>>>>>
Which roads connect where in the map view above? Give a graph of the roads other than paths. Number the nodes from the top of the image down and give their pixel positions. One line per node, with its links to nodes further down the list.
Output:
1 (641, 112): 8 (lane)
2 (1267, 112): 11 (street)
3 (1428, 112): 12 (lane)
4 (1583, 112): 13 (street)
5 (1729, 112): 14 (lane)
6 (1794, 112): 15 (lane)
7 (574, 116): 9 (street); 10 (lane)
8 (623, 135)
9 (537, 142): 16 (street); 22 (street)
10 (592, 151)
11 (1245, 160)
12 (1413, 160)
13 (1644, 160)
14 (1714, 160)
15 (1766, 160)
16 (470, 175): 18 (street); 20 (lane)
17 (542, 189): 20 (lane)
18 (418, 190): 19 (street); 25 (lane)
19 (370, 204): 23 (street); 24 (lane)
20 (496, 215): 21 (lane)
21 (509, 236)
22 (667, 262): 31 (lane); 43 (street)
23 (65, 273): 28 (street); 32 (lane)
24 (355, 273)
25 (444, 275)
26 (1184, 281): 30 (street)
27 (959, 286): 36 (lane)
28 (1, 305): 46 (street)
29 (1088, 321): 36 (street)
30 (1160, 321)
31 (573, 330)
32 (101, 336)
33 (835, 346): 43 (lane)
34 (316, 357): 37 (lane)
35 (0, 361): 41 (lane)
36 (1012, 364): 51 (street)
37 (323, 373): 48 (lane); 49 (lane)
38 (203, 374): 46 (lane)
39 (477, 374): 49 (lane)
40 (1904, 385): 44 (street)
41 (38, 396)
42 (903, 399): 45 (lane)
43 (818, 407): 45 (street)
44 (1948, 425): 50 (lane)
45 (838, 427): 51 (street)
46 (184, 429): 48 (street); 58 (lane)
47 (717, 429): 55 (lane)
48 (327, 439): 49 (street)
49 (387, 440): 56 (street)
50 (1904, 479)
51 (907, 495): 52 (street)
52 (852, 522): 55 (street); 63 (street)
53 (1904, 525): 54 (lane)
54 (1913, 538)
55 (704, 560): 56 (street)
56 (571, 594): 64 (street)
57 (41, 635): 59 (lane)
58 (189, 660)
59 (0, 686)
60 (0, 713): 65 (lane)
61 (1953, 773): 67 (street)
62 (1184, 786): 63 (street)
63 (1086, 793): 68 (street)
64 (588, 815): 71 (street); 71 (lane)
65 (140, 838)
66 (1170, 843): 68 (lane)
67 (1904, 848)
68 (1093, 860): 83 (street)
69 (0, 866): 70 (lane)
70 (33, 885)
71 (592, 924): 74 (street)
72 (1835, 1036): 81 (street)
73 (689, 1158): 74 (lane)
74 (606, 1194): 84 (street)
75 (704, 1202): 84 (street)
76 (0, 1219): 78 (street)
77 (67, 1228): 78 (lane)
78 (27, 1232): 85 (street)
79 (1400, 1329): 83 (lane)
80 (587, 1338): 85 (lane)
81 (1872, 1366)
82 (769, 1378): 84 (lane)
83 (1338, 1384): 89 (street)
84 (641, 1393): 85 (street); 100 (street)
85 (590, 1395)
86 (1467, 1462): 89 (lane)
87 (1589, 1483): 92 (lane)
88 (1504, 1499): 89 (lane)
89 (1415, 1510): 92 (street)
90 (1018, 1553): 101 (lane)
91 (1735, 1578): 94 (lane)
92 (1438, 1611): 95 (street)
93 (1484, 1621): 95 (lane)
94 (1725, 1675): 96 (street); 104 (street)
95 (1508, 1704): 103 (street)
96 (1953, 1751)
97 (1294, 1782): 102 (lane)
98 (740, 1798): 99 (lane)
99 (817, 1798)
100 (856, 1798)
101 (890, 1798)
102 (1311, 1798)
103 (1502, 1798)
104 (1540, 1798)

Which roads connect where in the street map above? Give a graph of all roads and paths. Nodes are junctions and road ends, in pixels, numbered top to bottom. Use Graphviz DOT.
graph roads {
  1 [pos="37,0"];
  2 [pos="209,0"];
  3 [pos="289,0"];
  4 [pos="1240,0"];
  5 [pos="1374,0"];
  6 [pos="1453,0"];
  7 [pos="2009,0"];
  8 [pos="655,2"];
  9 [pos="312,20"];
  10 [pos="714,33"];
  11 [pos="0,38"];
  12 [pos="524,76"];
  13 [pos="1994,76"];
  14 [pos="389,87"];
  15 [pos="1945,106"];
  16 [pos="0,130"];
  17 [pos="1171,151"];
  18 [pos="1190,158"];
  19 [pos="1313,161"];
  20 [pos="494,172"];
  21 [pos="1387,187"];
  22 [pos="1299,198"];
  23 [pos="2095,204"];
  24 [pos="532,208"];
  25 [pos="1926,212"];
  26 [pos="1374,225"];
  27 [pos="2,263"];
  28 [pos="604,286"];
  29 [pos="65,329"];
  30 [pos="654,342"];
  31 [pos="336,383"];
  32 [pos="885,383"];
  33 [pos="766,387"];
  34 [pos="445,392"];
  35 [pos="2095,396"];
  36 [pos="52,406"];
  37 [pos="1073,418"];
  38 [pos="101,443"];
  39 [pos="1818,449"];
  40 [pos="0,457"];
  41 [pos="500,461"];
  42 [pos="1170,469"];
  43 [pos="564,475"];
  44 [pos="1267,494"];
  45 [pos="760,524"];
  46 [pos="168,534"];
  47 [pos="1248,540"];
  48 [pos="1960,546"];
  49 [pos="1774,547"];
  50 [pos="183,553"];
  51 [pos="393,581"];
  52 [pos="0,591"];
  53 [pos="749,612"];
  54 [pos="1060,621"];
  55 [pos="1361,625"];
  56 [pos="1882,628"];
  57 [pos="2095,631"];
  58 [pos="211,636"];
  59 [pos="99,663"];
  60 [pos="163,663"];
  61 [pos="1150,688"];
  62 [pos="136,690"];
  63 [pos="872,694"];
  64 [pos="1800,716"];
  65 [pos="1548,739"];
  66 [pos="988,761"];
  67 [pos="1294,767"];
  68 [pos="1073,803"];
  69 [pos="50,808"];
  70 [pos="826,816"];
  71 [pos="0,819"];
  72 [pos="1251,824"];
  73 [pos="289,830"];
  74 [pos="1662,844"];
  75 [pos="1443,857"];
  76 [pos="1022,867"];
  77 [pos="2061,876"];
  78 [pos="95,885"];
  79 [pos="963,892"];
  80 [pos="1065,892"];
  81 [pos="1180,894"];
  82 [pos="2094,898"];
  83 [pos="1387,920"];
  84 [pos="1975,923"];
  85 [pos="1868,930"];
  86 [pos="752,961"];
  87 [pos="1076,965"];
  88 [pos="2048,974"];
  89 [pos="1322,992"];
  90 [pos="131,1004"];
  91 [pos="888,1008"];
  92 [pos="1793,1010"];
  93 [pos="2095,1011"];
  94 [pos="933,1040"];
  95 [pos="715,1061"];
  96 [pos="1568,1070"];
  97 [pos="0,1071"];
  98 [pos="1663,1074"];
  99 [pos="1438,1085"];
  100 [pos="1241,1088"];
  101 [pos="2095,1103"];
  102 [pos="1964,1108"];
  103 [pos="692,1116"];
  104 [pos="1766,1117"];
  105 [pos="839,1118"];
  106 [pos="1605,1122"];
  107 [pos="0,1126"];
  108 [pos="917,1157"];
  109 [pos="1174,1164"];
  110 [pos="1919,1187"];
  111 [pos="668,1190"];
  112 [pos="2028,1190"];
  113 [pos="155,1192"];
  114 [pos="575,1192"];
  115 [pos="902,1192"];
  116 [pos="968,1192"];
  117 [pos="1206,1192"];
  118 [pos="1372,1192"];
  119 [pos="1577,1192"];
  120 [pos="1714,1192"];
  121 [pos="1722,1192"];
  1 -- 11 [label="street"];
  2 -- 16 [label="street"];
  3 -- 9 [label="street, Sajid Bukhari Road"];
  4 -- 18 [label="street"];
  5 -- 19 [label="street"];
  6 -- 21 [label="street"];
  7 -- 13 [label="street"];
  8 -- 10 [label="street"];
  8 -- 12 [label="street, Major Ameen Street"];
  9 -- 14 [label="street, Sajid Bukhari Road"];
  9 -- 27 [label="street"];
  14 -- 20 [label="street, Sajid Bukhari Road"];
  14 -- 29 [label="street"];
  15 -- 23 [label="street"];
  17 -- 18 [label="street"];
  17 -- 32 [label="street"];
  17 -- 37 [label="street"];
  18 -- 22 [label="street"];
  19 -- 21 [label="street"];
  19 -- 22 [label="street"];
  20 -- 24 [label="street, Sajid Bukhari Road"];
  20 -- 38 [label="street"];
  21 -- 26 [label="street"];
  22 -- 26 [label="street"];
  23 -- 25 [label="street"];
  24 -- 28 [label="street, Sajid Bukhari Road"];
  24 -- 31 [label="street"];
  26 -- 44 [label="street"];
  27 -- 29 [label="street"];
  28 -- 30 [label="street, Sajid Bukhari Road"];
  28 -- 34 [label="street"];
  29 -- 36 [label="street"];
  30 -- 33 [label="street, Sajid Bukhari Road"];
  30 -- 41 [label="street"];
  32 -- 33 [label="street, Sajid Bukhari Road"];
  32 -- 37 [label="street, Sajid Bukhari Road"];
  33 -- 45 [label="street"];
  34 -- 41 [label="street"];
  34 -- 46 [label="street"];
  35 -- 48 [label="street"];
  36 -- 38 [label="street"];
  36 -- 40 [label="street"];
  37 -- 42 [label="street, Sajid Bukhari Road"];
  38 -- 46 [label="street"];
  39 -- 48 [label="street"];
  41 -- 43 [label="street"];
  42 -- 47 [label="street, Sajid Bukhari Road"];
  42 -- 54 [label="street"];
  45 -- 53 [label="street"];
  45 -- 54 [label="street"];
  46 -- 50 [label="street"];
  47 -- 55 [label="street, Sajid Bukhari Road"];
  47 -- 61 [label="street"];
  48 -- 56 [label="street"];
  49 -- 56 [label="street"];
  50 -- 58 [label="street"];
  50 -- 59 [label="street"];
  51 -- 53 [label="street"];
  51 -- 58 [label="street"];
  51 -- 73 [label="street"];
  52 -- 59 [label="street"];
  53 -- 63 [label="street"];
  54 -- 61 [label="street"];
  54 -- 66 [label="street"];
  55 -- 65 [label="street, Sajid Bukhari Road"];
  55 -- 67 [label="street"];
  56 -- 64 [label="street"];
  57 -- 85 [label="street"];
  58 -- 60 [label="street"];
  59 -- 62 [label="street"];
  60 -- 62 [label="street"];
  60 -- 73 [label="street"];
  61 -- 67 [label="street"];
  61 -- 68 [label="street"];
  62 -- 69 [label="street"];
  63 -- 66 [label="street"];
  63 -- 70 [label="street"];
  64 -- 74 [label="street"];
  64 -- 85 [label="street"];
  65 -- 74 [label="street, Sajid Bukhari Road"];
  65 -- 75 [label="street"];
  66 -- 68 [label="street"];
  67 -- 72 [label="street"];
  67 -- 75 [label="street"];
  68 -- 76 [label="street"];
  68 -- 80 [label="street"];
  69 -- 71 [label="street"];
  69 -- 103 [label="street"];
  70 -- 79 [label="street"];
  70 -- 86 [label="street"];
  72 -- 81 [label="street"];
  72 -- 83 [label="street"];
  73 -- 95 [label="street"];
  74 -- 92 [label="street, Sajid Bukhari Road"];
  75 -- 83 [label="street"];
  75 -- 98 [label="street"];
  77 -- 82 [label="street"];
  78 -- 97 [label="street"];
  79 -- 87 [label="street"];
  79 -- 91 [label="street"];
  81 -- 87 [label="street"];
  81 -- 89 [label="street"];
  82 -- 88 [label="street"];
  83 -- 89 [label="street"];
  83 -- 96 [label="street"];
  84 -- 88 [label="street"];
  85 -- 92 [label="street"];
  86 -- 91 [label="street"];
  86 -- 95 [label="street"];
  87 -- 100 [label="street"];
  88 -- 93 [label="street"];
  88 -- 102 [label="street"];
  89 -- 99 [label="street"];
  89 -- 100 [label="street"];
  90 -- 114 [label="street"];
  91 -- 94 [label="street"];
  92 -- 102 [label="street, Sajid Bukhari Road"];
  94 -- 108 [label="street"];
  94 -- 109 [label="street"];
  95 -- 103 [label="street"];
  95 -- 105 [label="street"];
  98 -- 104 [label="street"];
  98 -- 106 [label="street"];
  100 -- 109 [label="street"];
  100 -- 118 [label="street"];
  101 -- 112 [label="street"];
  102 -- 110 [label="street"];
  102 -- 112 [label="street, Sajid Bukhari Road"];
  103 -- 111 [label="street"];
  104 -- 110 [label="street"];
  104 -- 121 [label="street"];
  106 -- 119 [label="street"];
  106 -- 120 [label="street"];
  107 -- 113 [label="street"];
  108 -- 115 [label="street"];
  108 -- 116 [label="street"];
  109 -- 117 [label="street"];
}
<<<<<
## Task brief
All lines with the string "roads" must be copied from the data.

## Solved exercise
Which roads connect where in the map view above? Give a graph of the roads other than paths. Number the nodes from the top of the image down and give their pixel positions. One line per node, with its links to nodes further down the list.
Which roads connect where in the street map above? Give a graph of all roads and paths. Nodes are junctions and road ends, in pixels, numbered top to bottom. Use Graphviz DOT.
graph roads {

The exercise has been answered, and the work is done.